Supplied entries:
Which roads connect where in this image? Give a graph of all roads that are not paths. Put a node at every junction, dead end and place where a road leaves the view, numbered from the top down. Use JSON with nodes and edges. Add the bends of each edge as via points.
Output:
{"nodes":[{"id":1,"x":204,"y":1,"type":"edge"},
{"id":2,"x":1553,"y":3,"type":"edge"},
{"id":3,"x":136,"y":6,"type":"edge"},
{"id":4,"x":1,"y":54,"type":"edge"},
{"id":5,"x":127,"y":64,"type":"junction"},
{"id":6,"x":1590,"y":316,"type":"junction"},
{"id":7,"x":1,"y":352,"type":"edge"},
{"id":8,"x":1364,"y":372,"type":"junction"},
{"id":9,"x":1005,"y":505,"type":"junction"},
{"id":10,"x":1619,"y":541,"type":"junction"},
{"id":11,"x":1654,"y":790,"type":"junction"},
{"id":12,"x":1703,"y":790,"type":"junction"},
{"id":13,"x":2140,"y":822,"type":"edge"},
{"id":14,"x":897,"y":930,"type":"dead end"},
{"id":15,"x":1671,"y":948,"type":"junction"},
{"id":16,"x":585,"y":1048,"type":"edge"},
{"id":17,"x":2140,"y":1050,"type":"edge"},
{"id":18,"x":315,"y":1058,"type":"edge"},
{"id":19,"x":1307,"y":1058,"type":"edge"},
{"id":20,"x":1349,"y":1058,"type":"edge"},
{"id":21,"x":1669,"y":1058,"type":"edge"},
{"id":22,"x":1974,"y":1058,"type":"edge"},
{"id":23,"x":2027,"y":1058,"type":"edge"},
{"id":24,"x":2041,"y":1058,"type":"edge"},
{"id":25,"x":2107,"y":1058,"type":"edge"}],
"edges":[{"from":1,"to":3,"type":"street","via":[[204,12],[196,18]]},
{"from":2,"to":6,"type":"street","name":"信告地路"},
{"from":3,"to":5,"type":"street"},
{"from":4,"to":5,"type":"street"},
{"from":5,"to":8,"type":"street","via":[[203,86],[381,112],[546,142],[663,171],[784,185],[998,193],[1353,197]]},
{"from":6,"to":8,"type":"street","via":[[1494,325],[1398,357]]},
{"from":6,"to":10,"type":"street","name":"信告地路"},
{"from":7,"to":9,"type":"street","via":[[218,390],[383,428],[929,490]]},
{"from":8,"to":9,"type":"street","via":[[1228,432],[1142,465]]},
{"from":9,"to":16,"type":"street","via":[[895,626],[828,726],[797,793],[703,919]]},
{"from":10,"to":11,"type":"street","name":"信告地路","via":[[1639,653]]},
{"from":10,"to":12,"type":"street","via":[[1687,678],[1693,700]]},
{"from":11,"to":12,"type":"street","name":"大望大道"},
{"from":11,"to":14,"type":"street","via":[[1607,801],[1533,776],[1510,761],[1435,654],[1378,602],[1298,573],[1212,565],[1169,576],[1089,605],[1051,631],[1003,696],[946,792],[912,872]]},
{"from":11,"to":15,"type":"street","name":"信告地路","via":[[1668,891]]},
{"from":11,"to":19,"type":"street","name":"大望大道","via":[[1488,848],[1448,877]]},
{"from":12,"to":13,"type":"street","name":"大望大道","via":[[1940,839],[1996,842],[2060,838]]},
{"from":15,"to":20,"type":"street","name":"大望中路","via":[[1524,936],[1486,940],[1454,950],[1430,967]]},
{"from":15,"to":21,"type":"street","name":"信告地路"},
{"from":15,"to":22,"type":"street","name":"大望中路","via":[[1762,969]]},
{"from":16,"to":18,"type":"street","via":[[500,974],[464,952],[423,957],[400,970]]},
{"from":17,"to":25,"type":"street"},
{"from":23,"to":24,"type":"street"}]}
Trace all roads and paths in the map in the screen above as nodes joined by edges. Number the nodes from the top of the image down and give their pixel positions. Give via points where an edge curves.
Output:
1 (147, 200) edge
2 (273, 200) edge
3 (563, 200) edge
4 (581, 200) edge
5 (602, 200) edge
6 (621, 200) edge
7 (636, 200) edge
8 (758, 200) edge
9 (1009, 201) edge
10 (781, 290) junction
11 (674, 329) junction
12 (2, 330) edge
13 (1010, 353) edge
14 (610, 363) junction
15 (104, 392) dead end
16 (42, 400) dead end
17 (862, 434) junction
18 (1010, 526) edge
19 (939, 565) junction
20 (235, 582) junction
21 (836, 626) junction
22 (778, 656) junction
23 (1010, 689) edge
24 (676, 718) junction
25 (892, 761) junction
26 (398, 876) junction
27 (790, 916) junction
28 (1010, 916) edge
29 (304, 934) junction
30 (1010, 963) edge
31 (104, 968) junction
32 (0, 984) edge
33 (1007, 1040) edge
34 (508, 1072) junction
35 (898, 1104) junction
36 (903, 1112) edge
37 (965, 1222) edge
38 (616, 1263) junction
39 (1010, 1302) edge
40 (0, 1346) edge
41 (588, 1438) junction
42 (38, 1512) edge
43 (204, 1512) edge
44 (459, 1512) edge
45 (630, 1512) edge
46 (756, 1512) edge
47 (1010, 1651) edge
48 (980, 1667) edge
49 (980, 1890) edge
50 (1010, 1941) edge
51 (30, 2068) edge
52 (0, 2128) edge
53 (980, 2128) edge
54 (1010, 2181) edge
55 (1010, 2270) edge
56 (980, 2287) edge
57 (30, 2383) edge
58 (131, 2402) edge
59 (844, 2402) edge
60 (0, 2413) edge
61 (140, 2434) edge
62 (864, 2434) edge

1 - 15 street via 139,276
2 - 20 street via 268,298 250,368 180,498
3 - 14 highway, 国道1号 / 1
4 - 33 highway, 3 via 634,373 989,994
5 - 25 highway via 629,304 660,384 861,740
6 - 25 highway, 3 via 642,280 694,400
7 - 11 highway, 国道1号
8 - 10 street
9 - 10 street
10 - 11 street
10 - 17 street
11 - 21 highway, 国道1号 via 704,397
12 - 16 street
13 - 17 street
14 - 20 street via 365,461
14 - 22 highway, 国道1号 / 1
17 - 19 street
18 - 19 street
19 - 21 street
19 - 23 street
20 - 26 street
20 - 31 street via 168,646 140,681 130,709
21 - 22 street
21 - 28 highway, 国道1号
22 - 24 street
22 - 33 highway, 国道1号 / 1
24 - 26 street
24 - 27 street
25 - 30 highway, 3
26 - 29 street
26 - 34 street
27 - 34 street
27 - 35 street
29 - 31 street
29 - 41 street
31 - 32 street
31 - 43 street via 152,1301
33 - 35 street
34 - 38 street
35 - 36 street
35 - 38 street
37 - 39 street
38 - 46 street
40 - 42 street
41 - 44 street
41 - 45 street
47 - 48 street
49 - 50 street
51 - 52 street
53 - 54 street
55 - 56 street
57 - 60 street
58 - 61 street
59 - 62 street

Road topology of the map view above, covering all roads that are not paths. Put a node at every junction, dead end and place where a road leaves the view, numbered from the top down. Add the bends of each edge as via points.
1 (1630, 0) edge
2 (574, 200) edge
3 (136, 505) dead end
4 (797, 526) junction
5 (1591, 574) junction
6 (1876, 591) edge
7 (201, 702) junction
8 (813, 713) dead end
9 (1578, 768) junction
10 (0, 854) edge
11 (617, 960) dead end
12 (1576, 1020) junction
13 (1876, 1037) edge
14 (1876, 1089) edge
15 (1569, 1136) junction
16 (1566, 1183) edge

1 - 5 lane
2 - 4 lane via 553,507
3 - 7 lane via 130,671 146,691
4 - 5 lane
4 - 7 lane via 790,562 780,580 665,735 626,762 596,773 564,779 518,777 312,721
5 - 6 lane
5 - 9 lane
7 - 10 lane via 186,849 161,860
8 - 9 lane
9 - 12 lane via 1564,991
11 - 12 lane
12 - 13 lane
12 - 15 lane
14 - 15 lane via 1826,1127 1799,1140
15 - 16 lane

Action item: Your answer should hold every line of the entries that contains the string "paths".

Output:
Which roads connect where in this image? Give a graph of all roads that are not paths. Put a node at every junction, dead end and place where a road leaves the view, numbered from the top down. Use JSON with nodes and edges. Add the bends of each edge as via points.
Trace all roads and paths in the map in the screen above as nodes joined by edges. Number the nodes from the top of the image down and give their pixel positions. Give via points where an edge curves.
Road topology of the map view above, covering all roads that are not paths. Put a node at every junction, dead end and place where a road leaves the view, numbered from the top down. Add the bends of each edge as via points.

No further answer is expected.